The report, which is grounded in the view that the “academic study of religion is essential” in a world in which religion and religious conflict play an ever more important role, acknowledges the extraordinary resources within the field that exist at Harvard—in the Divinity School, in the Faculty of Arts and Sciences, in our libraries and collections, at the Radcliffe Institute, and at our professional schools, which address pressing issues, such as human rights, global health, and ethics that are closely connected to religion. At the same time, it urges significant strengthening of the curriculum for undergraduate concentrators, notes the importance and challenge of training religious leaders in a pluralistic context without sacrificing depth and rigor, and advocates a significant public leadership role for Harvard in the international dialogue on religious issues.

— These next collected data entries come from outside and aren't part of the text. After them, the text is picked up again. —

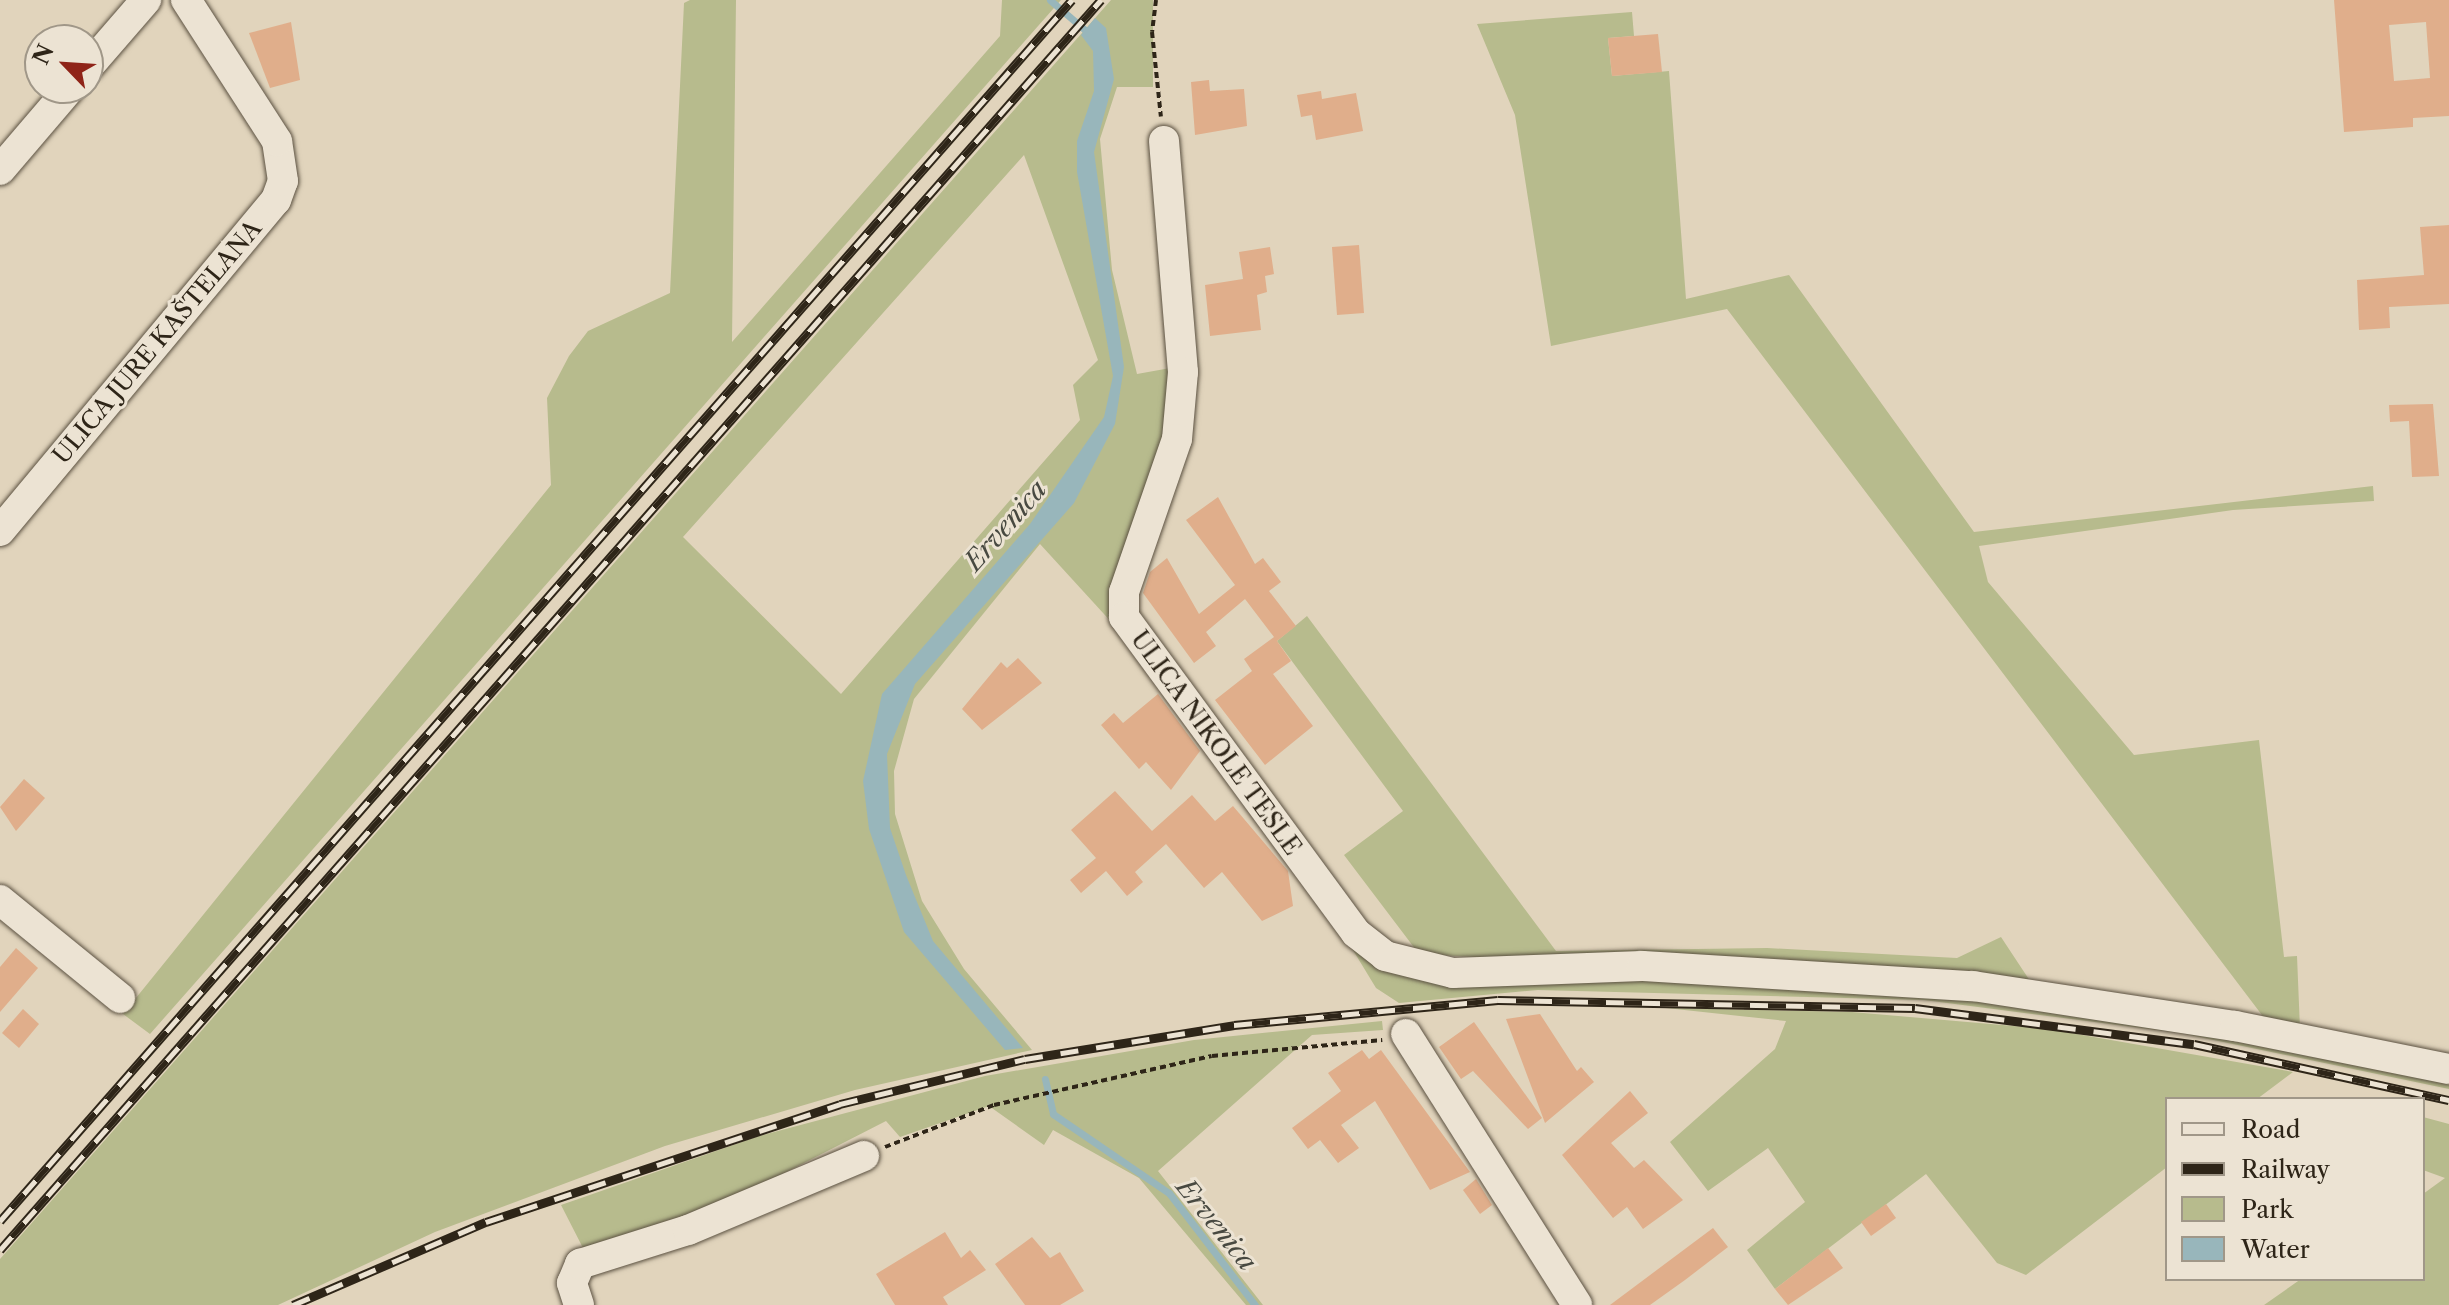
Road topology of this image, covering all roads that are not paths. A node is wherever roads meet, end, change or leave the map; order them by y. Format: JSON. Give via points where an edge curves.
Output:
{"nodes":[{"id":1,"x":146,"y":0,"type":"edge"},
{"id":2,"x":186,"y":0,"type":"edge"},
{"id":3,"x":104,"y":49,"type":"edge"},
{"id":4,"x":56,"y":104,"type":"edge"},
{"id":5,"x":1164,"y":141,"type":"road end"},
{"id":6,"x":0,"y":170,"type":"edge"},
{"id":7,"x":0,"y":531,"type":"edge"},
{"id":8,"x":0,"y":900,"type":"edge"},
{"id":9,"x":120,"y":998,"type":"dead end"},
{"id":10,"x":1407,"y":1036,"type":"road end"},
{"id":11,"x":2449,"y":1069,"type":"edge"},
{"id":12,"x":864,"y":1156,"type":"road end"},
{"id":13,"x":579,"y":1305,"type":"edge"},
{"id":14,"x":1577,"y":1305,"type":"edge"}],
"edges":[{"from":1,"to":3,"type":"street"},
{"from":2,"to":7,"type":"street","name":"ULICA JURE KAŠTELANA","via":[[277,141],[284,162],[276,200]]},
{"from":4,"to":6,"type":"street"},
{"from":5,"to":11,"type":"street","name":"ULICA NIKOLE TESLE","via":[[1183,372],[1177,439],[1124,592],[1124,617],[1356,933],[1385,956],[1453,973],[1642,966],[1973,986],[2205,1021]]},
{"from":8,"to":9,"type":"street"},
{"from":10,"to":14,"type":"street"},
{"from":12,"to":13,"type":"street","via":[[688,1230],[580,1264],[572,1283]]}]}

The report also offers suggestions for modifications to the structures supporting the study of religion at Harvard, including the reconfiguration of graduate degrees and the consideration of creating a department of religion situated within one school. I have asked Dean David Hempton in HDS and Dean Mike Smith in FAS to undertake careful consideration of the report in consultation with their faculties, focusing particular attention on the curricular and programmatic recommendations, with most immediate attention to the creation of a strong undergraduate program that effectively mobilizes the University’s remarkable intellectual resources in this key field. The deans and I believe that the advancement of the study of religion at Harvard will be best accomplished through a careful crafting of a partnership of FAS and HDS, beyond what exists today, and that the establishment of a new department in FAS alone would undermine rather than advance that creative interdependence and would divert resources and attention from the intellectual and substantive foundation of our teaching and research.

I welcome your feedback and am working to identify a time to meet with faculty for further discussion. I have also asked Dean Hempton to formulate an internal committee composed of HDS and FAS faculty to take up the issues identified, beginning with the substantive issues concerning the undergraduate curriculum and the doctoral programs, and to develop a plan for potential ways forward.  Details on committee membership will be shared in the coming weeks. In the meantime, you may send any thoughts you have in confidence to religioncommittee@harvard.edu.

The findings and recommendations within this study reflect a year of intensive thought and review. I am very grateful for the committee’s deep engagement and want to extend particular appreciation to committee chair Caroline Bynum. I would also like to thank the faculty, students, and staff from across the University who took the time to meet and share their views with the committee. In writing their report, the committee referred to religion as “a fundamental aspect of the human experience.” We at Harvard have the opportunity to strengthen our teaching and research in an area that has not just been central to humankind for millennia, but profoundly shapes the world in which we all live.